▶ _What the task asks_: Every line in the records below that holds "hand" must be identified and copied.

▶ _Entries supplied_:
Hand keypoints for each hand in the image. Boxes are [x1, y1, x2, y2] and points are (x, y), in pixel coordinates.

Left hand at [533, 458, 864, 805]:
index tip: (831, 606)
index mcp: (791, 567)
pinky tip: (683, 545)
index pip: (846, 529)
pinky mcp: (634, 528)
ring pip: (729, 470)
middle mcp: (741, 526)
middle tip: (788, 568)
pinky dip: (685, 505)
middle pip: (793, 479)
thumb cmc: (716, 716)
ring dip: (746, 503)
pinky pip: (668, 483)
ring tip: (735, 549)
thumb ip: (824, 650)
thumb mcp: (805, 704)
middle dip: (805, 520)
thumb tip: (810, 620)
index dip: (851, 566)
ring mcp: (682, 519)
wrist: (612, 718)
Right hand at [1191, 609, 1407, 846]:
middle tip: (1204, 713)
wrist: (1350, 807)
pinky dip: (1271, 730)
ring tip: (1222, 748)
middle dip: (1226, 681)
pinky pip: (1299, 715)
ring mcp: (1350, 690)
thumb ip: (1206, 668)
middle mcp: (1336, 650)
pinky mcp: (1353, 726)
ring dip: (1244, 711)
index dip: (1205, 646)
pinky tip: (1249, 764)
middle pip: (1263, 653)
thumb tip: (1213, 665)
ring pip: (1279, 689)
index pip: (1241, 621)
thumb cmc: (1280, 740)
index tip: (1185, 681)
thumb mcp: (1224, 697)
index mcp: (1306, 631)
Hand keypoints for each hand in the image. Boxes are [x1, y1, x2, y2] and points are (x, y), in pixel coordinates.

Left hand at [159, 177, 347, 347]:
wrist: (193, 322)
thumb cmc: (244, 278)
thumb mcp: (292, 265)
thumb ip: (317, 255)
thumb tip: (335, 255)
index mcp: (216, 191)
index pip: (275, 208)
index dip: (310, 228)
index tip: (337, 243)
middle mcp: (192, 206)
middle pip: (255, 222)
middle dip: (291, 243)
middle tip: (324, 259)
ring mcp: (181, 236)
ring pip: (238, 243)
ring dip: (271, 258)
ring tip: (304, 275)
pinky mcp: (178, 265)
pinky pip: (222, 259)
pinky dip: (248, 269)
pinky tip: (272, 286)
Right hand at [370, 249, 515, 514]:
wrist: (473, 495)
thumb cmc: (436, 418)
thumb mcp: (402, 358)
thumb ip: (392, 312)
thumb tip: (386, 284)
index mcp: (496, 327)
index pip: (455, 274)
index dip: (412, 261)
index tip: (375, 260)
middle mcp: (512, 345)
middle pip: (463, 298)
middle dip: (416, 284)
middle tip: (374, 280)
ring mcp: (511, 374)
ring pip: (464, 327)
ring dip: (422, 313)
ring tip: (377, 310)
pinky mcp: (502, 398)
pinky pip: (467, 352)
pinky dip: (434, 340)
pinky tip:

▶ _Task output_:
Hand keypoints for each hand in the image. Boxes are [x1, y1, x2, y2] and points are (x, y), in pixel coordinates.
Left hand at [533, 458, 864, 805]:
Right hand at [1191, 609, 1407, 846]:
Hand keypoints for each hand in the image. Boxes are [x1, y1, x2, y2] and points are (x, y), in pixel coordinates.
Left hand at [159, 177, 347, 347]:
Right hand at [370, 249, 515, 514]:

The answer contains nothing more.